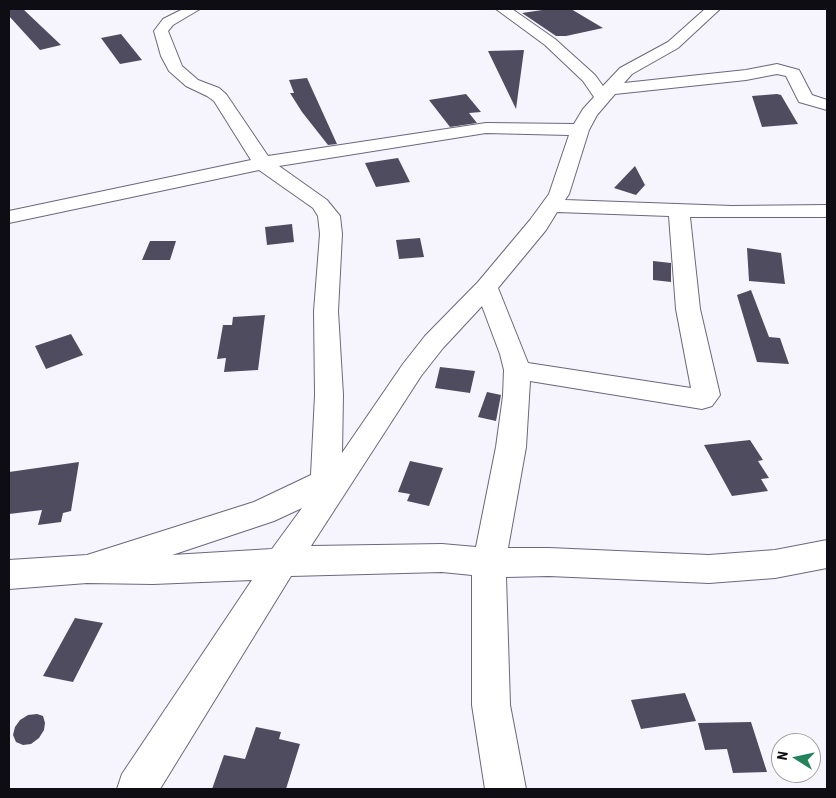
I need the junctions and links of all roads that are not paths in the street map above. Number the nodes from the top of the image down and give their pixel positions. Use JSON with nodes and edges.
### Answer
{"nodes":[{"id":1,"x":193,"y":9,"type":"edge"},
{"id":2,"x":503,"y":9,"type":"edge"},
{"id":3,"x":713,"y":9,"type":"edge"},
{"id":4,"x":646,"y":60,"type":"junction"},
{"id":5,"x":690,"y":80,"type":"junction"},
{"id":6,"x":605,"y":93,"type":"junction"},
{"id":7,"x":827,"y":105,"type":"edge"},
{"id":8,"x":580,"y":130,"type":"junction"},
{"id":9,"x":263,"y":163,"type":"junction"},
{"id":10,"x":551,"y":206,"type":"junction"},
{"id":11,"x":679,"y":210,"type":"junction"},
{"id":12,"x":827,"y":211,"type":"edge"},
{"id":13,"x":9,"y":217,"type":"edge"},
{"id":14,"x":486,"y":287,"type":"junction"},
{"id":15,"x":517,"y":370,"type":"junction"},
{"id":16,"x":336,"y":475,"type":"junction"},
{"id":17,"x":490,"y":562,"type":"junction"},
{"id":18,"x":825,"y":563,"type":"edge"},
{"id":19,"x":281,"y":564,"type":"junction"},
{"id":20,"x":87,"y":569,"type":"junction"},
{"id":21,"x":9,"y":574,"type":"edge"},
{"id":22,"x":137,"y":789,"type":"edge"},
{"id":23,"x":506,"y":789,"type":"edge"}],
"edges":[{"from":1,"to":9,"type":"street"},
{"from":2,"to":6,"type":"street"},
{"from":3,"to":4,"type":"street"},
{"from":4,"to":5,"type":"street"},
{"from":4,"to":6,"type":"street"},
{"from":5,"to":6,"type":"street"},
{"from":5,"to":7,"type":"street"},
{"from":6,"to":8,"type":"street"},
{"from":8,"to":9,"type":"street"},
{"from":8,"to":10,"type":"street"},
{"from":9,"to":13,"type":"street"},
{"from":9,"to":16,"type":"street"},
{"from":10,"to":11,"type":"street"},
{"from":10,"to":14,"type":"street"},
{"from":11,"to":12,"type":"street"},
{"from":11,"to":15,"type":"street"},
{"from":14,"to":15,"type":"street"},
{"from":14,"to":16,"type":"street"},
{"from":15,"to":17,"type":"street"},
{"from":16,"to":19,"type":"street"},
{"from":16,"to":20,"type":"street"},
{"from":17,"to":18,"type":"street"},
{"from":17,"to":19,"type":"street"},
{"from":17,"to":23,"type":"street"},
{"from":19,"to":20,"type":"street"},
{"from":19,"to":22,"type":"street"},
{"from":20,"to":21,"type":"street"}]}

• • • • • • •

EXERCISE GOAL: Please set down every line of the listing verbatim, excluding its pictures.

WRITTEN ANSWER:
I need the junctions and links of all roads that are not paths in the street map above. Number the nodes from the top of the image down and give their pixel positions. Use JSON with nodes and edges.
### Answer
{"nodes":[{"id":1,"x":193,"y":9,"type":"edge"},
{"id":2,"x":503,"y":9,"type":"edge"},
{"id":3,"x":713,"y":9,"type":"edge"},
{"id":4,"x":646,"y":60,"type":"junction"},
{"id":5,"x":690,"y":80,"type":"junction"},
{"id":6,"x":605,"y":93,"type":"junction"},
{"id":7,"x":827,"y":105,"type":"edge"},
{"id":8,"x":580,"y":130,"type":"junction"},
{"id":9,"x":263,"y":163,"type":"junction"},
{"id":10,"x":551,"y":206,"type":"junction"},
{"id":11,"x":679,"y":210,"type":"junction"},
{"id":12,"x":827,"y":211,"type":"edge"},
{"id":13,"x":9,"y":217,"type":"edge"},
{"id":14,"x":486,"y":287,"type":"junction"},
{"id":15,"x":517,"y":370,"type":"junction"},
{"id":16,"x":336,"y":475,"type":"junction"},
{"id":17,"x":490,"y":562,"type":"junction"},
{"id":18,"x":825,"y":563,"type":"edge"},
{"id":19,"x":281,"y":564,"type":"junction"},
{"id":20,"x":87,"y":569,"type":"junction"},
{"id":21,"x":9,"y":574,"type":"edge"},
{"id":22,"x":137,"y":789,"type":"edge"},
{"id":23,"x":506,"y":789,"type":"edge"}],
"edges":[{"from":1,"to":9,"type":"street"},
{"from":2,"to":6,"type":"street"},
{"from":3,"to":4,"type":"street"},
{"from":4,"to":5,"type":"street"},
{"from":4,"to":6,"type":"street"},
{"from":5,"to":6,"type":"street"},
{"from":5,"to":7,"type":"street"},
{"from":6,"to":8,"type":"street"},
{"from":8,"to":9,"type":"street"},
{"from":8,"to":10,"type":"street"},
{"from":9,"to":13,"type":"street"},
{"from":9,"to":16,"type":"street"},
{"from":10,"to":11,"type":"street"},
{"from":10,"to":14,"type":"street"},
{"from":11,"to":12,"type":"street"},
{"from":11,"to":15,"type":"street"},
{"from":14,"to":15,"type":"street"},
{"from":14,"to":16,"type":"street"},
{"from":15,"to":17,"type":"street"},
{"from":16,"to":19,"type":"street"},
{"from":16,"to":20,"type":"street"},
{"from":17,"to":18,"type":"street"},
{"from":17,"to":19,"type":"street"},
{"from":17,"to":23,"type":"street"},
{"from":19,"to":20,"type":"street"},
{"from":19,"to":22,"type":"street"},
{"from":20,"to":21,"type":"street"}]}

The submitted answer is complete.